● **WHAT TO DO**
Produce a verbatim copy of the entries listed below.

● **PROVIDED ENTRIES**
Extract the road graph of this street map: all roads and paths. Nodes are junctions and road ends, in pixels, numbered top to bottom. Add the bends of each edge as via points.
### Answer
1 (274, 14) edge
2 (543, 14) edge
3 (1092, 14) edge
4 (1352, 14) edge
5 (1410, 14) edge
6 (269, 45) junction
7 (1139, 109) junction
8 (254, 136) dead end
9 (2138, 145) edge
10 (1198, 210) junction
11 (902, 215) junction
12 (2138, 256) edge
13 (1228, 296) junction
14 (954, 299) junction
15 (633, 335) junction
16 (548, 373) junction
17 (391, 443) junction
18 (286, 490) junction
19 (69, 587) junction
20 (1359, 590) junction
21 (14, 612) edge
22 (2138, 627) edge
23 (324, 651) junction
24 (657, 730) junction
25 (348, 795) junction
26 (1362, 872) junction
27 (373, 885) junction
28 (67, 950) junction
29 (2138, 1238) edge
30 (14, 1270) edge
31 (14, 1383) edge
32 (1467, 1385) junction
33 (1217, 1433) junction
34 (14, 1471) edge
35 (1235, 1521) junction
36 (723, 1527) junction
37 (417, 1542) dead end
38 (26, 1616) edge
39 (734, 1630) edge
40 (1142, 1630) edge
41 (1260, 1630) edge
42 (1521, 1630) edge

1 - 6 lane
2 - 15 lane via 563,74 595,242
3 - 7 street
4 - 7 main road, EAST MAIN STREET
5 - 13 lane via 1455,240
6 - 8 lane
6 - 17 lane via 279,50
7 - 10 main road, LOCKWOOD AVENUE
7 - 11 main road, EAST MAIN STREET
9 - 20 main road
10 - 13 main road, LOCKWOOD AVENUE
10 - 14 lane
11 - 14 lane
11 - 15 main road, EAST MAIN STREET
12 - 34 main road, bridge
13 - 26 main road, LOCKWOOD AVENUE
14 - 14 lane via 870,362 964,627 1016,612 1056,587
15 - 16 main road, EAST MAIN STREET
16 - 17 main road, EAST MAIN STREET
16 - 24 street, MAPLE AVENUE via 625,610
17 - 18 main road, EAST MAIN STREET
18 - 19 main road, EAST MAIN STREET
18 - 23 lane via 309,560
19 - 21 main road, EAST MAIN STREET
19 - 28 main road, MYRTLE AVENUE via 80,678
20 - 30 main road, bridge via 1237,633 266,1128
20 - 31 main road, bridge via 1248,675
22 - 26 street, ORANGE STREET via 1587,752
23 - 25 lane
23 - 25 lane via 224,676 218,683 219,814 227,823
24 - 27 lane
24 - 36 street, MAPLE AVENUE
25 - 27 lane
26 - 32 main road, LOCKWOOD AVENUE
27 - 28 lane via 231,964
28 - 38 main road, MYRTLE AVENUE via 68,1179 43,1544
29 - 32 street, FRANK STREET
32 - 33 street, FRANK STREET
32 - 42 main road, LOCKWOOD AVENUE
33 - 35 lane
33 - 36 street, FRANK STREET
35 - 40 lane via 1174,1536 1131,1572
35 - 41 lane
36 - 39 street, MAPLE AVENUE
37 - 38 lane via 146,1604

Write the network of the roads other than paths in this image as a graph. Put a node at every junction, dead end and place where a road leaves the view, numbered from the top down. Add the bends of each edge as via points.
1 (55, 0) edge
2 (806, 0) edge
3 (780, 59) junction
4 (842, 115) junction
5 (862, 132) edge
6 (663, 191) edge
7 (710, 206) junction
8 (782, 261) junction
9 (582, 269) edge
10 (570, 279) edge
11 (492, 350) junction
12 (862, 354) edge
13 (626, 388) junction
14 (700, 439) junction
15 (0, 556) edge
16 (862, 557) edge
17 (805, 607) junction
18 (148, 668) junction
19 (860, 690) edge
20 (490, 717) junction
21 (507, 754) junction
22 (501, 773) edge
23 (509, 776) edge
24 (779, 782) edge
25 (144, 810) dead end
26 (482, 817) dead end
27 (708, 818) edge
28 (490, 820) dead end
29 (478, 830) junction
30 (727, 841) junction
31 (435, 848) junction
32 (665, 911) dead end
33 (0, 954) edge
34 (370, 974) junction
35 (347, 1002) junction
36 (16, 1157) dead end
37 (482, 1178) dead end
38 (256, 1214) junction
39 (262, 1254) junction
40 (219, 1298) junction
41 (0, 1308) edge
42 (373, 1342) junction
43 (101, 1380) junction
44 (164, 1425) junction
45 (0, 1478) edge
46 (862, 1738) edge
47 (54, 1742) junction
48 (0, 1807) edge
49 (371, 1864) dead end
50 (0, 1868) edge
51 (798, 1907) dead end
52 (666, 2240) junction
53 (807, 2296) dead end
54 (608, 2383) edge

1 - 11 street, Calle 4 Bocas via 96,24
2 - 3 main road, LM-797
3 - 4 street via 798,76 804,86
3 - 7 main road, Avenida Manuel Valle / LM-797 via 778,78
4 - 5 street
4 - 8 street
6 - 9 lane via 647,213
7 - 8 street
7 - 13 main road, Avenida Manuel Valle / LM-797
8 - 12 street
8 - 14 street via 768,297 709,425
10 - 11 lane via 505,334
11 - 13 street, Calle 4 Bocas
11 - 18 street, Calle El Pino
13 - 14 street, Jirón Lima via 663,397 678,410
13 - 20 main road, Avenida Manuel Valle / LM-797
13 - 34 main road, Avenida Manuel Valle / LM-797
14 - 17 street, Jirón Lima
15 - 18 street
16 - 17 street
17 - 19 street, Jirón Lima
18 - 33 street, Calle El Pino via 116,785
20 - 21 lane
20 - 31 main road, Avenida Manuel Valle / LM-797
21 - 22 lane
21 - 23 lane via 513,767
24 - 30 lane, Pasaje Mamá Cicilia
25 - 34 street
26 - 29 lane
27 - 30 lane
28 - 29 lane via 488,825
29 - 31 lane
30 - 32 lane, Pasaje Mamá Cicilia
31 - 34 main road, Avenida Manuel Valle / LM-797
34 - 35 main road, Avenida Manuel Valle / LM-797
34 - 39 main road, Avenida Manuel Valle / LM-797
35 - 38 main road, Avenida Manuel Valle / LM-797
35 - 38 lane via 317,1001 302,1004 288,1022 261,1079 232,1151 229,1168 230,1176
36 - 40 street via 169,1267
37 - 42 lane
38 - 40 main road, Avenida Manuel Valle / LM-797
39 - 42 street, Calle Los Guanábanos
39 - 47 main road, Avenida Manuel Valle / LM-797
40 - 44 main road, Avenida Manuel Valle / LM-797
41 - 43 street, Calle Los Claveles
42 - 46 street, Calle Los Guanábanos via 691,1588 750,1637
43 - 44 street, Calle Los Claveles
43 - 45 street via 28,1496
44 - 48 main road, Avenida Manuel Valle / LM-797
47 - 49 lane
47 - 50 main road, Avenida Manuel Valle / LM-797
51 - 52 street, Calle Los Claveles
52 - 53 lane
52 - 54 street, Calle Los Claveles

● **SOLUTION**
Extract the road graph of this street map: all roads and paths. Nodes are junctions and road ends, in pixels, numbered top to bottom. Add the bends of each edge as via points.
### Answer
1 (274, 14) edge
2 (543, 14) edge
3 (1092, 14) edge
4 (1352, 14) edge
5 (1410, 14) edge
6 (269, 45) junction
7 (1139, 109) junction
8 (254, 136) dead end
9 (2138, 145) edge
10 (1198, 210) junction
11 (902, 215) junction
12 (2138, 256) edge
13 (1228, 296) junction
14 (954, 299) junction
15 (633, 335) junction
16 (548, 373) junction
17 (391, 443) junction
18 (286, 490) junction
19 (69, 587) junction
20 (1359, 590) junction
21 (14, 612) edge
22 (2138, 627) edge
23 (324, 651) junction
24 (657, 730) junction
25 (348, 795) junction
26 (1362, 872) junction
27 (373, 885) junction
28 (67, 950) junction
29 (2138, 1238) edge
30 (14, 1270) edge
31 (14, 1383) edge
32 (1467, 1385) junction
33 (1217, 1433) junction
34 (14, 1471) edge
35 (1235, 1521) junction
36 (723, 1527) junction
37 (417, 1542) dead end
38 (26, 1616) edge
39 (734, 1630) edge
40 (1142, 1630) edge
41 (1260, 1630) edge
42 (1521, 1630) edge

1 - 6 lane
2 - 15 lane via 563,74 595,242
3 - 7 street
4 - 7 main road, EAST MAIN STREET
5 - 13 lane via 1455,240
6 - 8 lane
6 - 17 lane via 279,50
7 - 10 main road, LOCKWOOD AVENUE
7 - 11 main road, EAST MAIN STREET
9 - 20 main road
10 - 13 main road, LOCKWOOD AVENUE
10 - 14 lane
11 - 14 lane
11 - 15 main road, EAST MAIN STREET
12 - 34 main road, bridge
13 - 26 main road, LOCKWOOD AVENUE
14 - 14 lane via 870,362 964,627 1016,612 1056,587
15 - 16 main road, EAST MAIN STREET
16 - 17 main road, EAST MAIN STREET
16 - 24 street, MAPLE AVENUE via 625,610
17 - 18 main road, EAST MAIN STREET
18 - 19 main road, EAST MAIN STREET
18 - 23 lane via 309,560
19 - 21 main road, EAST MAIN STREET
19 - 28 main road, MYRTLE AVENUE via 80,678
20 - 30 main road, bridge via 1237,633 266,1128
20 - 31 main road, bridge via 1248,675
22 - 26 street, ORANGE STREET via 1587,752
23 - 25 lane
23 - 25 lane via 224,676 218,683 219,814 227,823
24 - 27 lane
24 - 36 street, MAPLE AVENUE
25 - 27 lane
26 - 32 main road, LOCKWOOD AVENUE
27 - 28 lane via 231,964
28 - 38 main road, MYRTLE AVENUE via 68,1179 43,1544
29 - 32 street, FRANK STREET
32 - 33 street, FRANK STREET
32 - 42 main road, LOCKWOOD AVENUE
33 - 35 lane
33 - 36 street, FRANK STREET
35 - 40 lane via 1174,1536 1131,1572
35 - 41 lane
36 - 39 street, MAPLE AVENUE
37 - 38 lane via 146,1604

Write the network of the roads other than paths in this image as a graph. Put a node at every junction, dead end and place where a road leaves the view, numbered from the top down. Add the bends of each edge as via points.
1 (55, 0) edge
2 (806, 0) edge
3 (780, 59) junction
4 (842, 115) junction
5 (862, 132) edge
6 (663, 191) edge
7 (710, 206) junction
8 (782, 261) junction
9 (582, 269) edge
10 (570, 279) edge
11 (492, 350) junction
12 (862, 354) edge
13 (626, 388) junction
14 (700, 439) junction
15 (0, 556) edge
16 (862, 557) edge
17 (805, 607) junction
18 (148, 668) junction
19 (860, 690) edge
20 (490, 717) junction
21 (507, 754) junction
22 (501, 773) edge
23 (509, 776) edge
24 (779, 782) edge
25 (144, 810) dead end
26 (482, 817) dead end
27 (708, 818) edge
28 (490, 820) dead end
29 (478, 830) junction
30 (727, 841) junction
31 (435, 848) junction
32 (665, 911) dead end
33 (0, 954) edge
34 (370, 974) junction
35 (347, 1002) junction
36 (16, 1157) dead end
37 (482, 1178) dead end
38 (256, 1214) junction
39 (262, 1254) junction
40 (219, 1298) junction
41 (0, 1308) edge
42 (373, 1342) junction
43 (101, 1380) junction
44 (164, 1425) junction
45 (0, 1478) edge
46 (862, 1738) edge
47 (54, 1742) junction
48 (0, 1807) edge
49 (371, 1864) dead end
50 (0, 1868) edge
51 (798, 1907) dead end
52 (666, 2240) junction
53 (807, 2296) dead end
54 (608, 2383) edge

1 - 11 street, Calle 4 Bocas via 96,24
2 - 3 main road, LM-797
3 - 4 street via 798,76 804,86
3 - 7 main road, Avenida Manuel Valle / LM-797 via 778,78
4 - 5 street
4 - 8 street
6 - 9 lane via 647,213
7 - 8 street
7 - 13 main road, Avenida Manuel Valle / LM-797
8 - 12 street
8 - 14 street via 768,297 709,425
10 - 11 lane via 505,334
11 - 13 street, Calle 4 Bocas
11 - 18 street, Calle El Pino
13 - 14 street, Jirón Lima via 663,397 678,410
13 - 20 main road, Avenida Manuel Valle / LM-797
13 - 34 main road, Avenida Manuel Valle / LM-797
14 - 17 street, Jirón Lima
15 - 18 street
16 - 17 street
17 - 19 street, Jirón Lima
18 - 33 street, Calle El Pino via 116,785
20 - 21 lane
20 - 31 main road, Avenida Manuel Valle / LM-797
21 - 22 lane
21 - 23 lane via 513,767
24 - 30 lane, Pasaje Mamá Cicilia
25 - 34 street
26 - 29 lane
27 - 30 lane
28 - 29 lane via 488,825
29 - 31 lane
30 - 32 lane, Pasaje Mamá Cicilia
31 - 34 main road, Avenida Manuel Valle / LM-797
34 - 35 main road, Avenida Manuel Valle / LM-797
34 - 39 main road, Avenida Manuel Valle / LM-797
35 - 38 main road, Avenida Manuel Valle / LM-797
35 - 38 lane via 317,1001 302,1004 288,1022 261,1079 232,1151 229,1168 230,1176
36 - 40 street via 169,1267
37 - 42 lane
38 - 40 main road, Avenida Manuel Valle / LM-797
39 - 42 street, Calle Los Guanábanos
39 - 47 main road, Avenida Manuel Valle / LM-797
40 - 44 main road, Avenida Manuel Valle / LM-797
41 - 43 street, Calle Los Claveles
42 - 46 street, Calle Los Guanábanos via 691,1588 750,1637
43 - 44 street, Calle Los Claveles
43 - 45 street via 28,1496
44 - 48 main road, Avenida Manuel Valle / LM-797
47 - 49 lane
47 - 50 main road, Avenida Manuel Valle / LM-797
51 - 52 street, Calle Los Claveles
52 - 53 lane
52 - 54 street, Calle Los Claveles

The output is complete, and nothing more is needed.